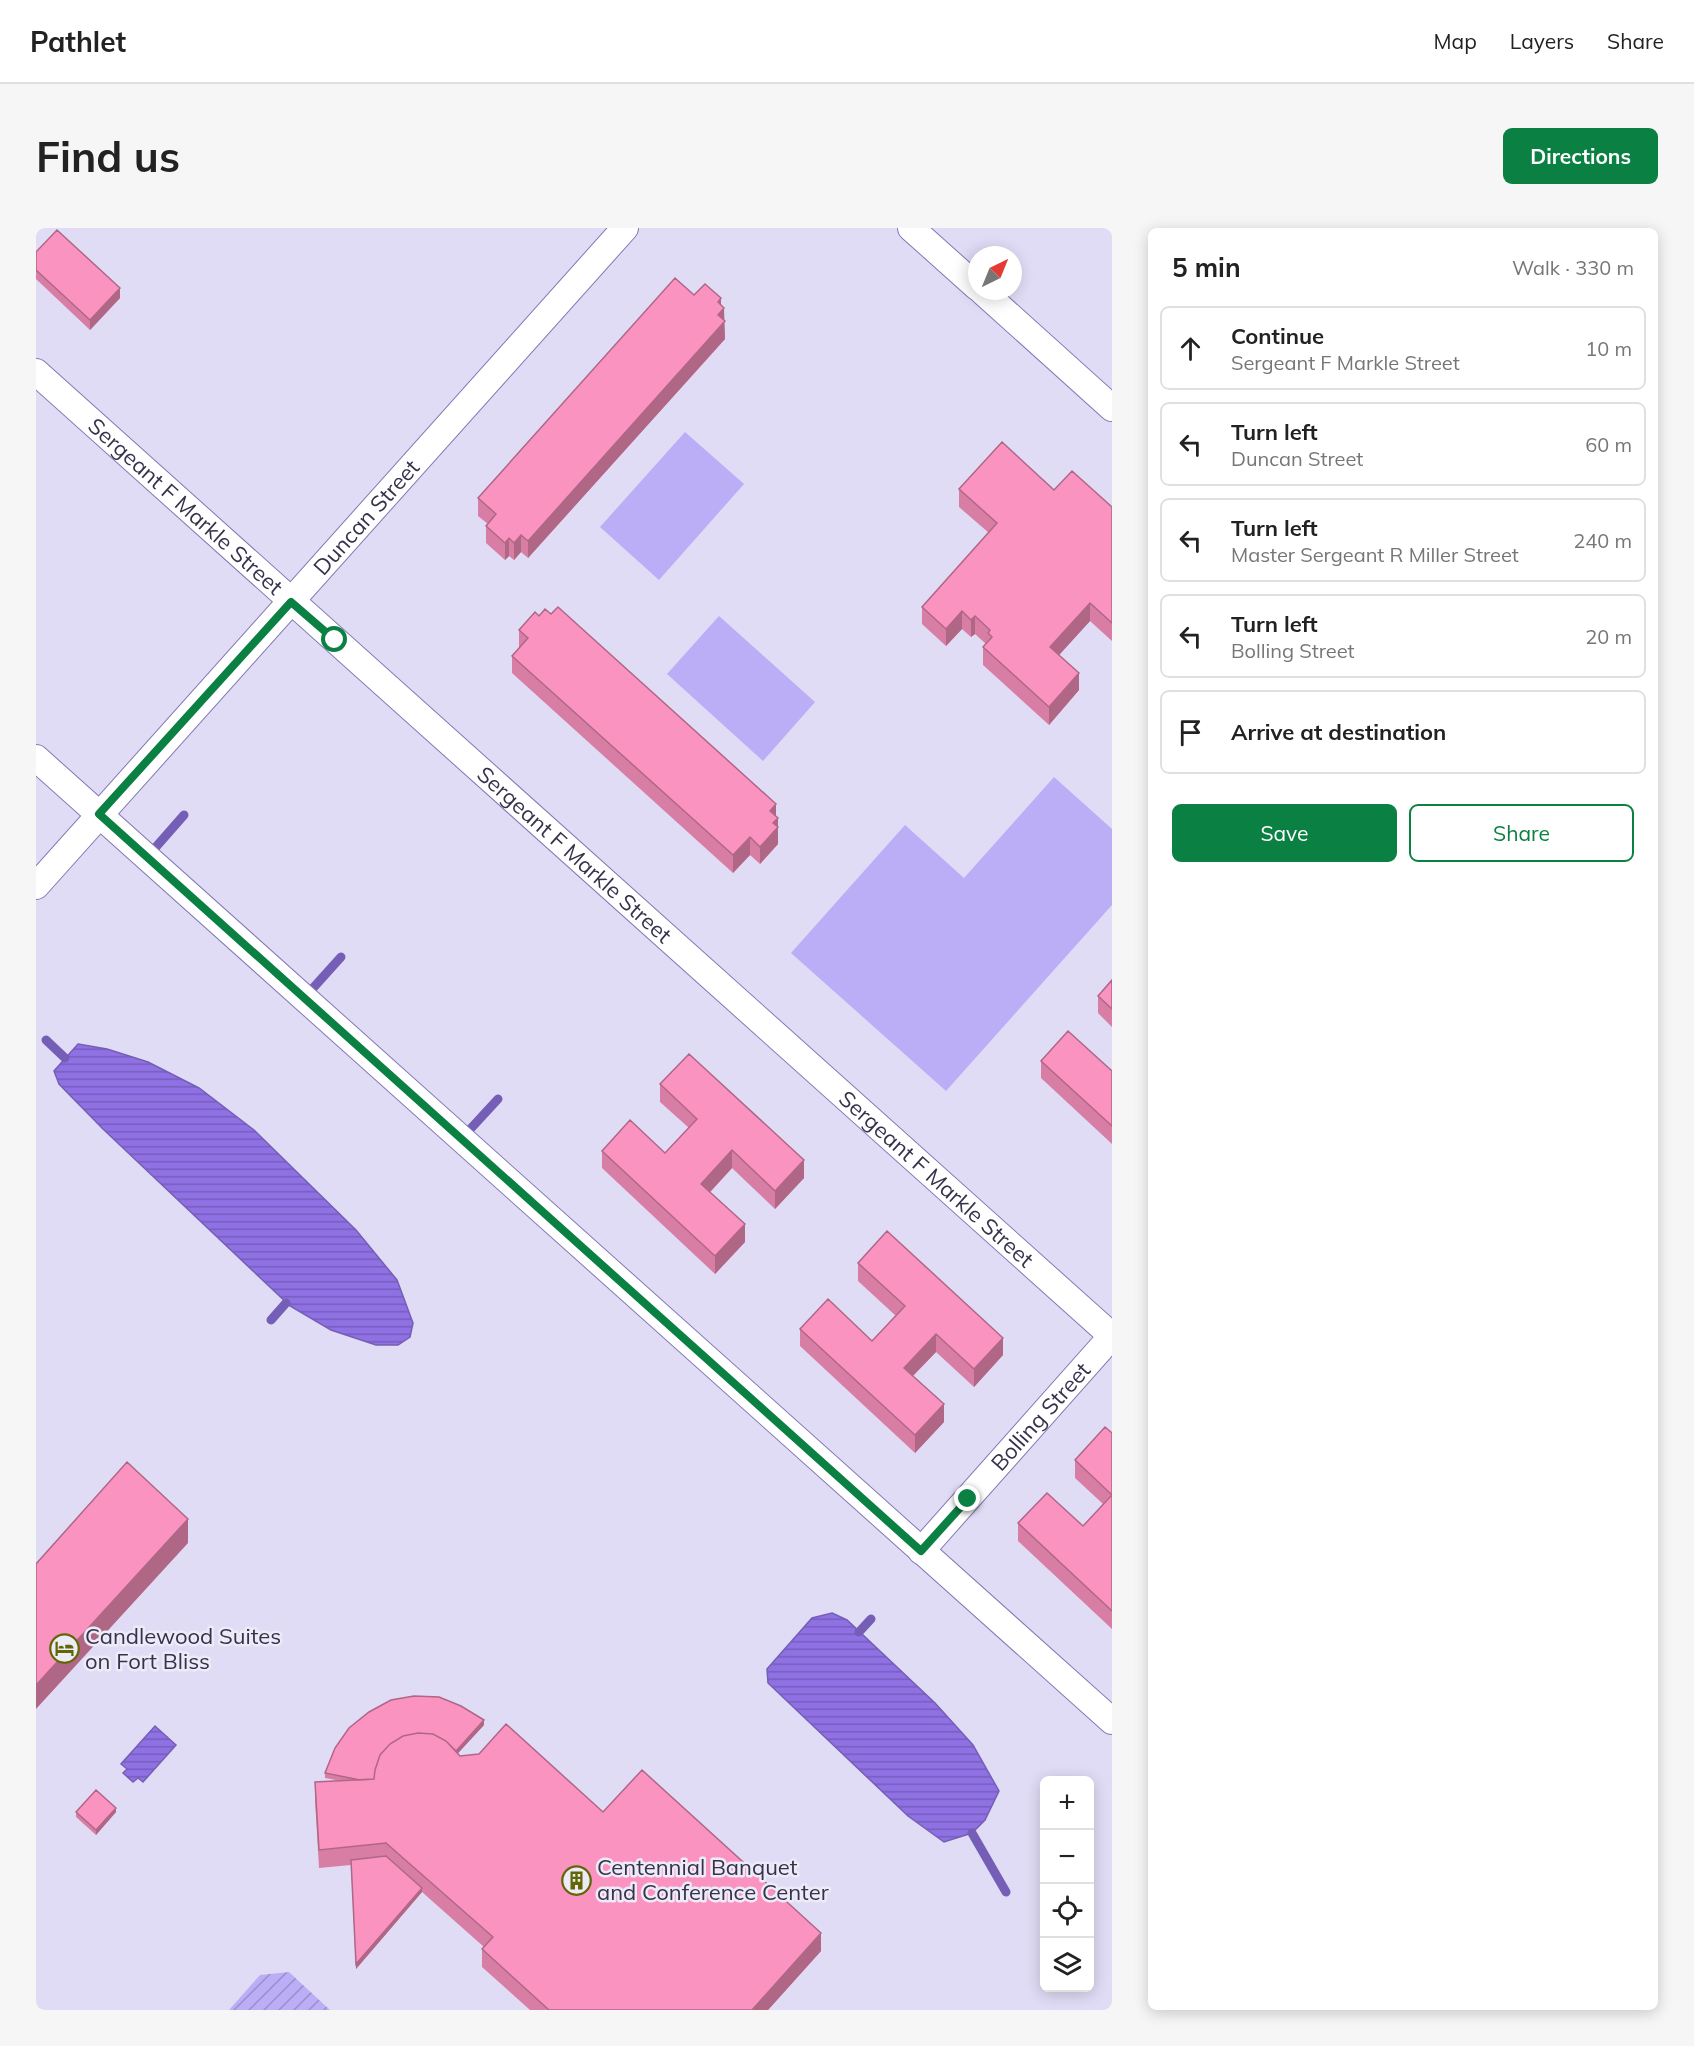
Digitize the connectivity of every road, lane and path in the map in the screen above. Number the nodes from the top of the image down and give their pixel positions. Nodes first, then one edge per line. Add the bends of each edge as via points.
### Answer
1 (625, 228) edge
2 (911, 228) edge
3 (968, 278) edge
4 (992, 300) edge
5 (36, 372) edge
6 (1112, 408) edge
7 (291, 602) junction
8 (36, 758) edge
9 (99, 814) junction
10 (36, 886) edge
11 (1112, 1336) edge
12 (921, 1551) junction
13 (1112, 1721) edge

1 - 7 street, Duncan Street
2 - 3 street
4 - 6 street
5 - 7 street, Sergeant F Markle Street
7 - 9 street, Duncan Street
7 - 11 street, Sergeant F Markle Street
8 - 9 street
9 - 10 street, Duncan Street
9 - 12 street
11 - 12 street, Bolling Street
12 - 13 street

-*-

● Your objective
Every entry above should be restated word for word, with the images left out.

● Result of the task
Digitize the connectivity of every road, lane and path in the map in the screen above. Number the nodes from the top of the image down and give their pixel positions. Nodes first, then one edge per line. Add the bends of each edge as via points.
### Answer
1 (625, 228) edge
2 (911, 228) edge
3 (968, 278) edge
4 (992, 300) edge
5 (36, 372) edge
6 (1112, 408) edge
7 (291, 602) junction
8 (36, 758) edge
9 (99, 814) junction
10 (36, 886) edge
11 (1112, 1336) edge
12 (921, 1551) junction
13 (1112, 1721) edge

1 - 7 street, Duncan Street
2 - 3 street
4 - 6 street
5 - 7 street, Sergeant F Markle Street
7 - 9 street, Duncan Street
7 - 11 street, Sergeant F Markle Street
8 - 9 street
9 - 10 street, Duncan Street
9 - 12 street
11 - 12 street, Bolling Street
12 - 13 street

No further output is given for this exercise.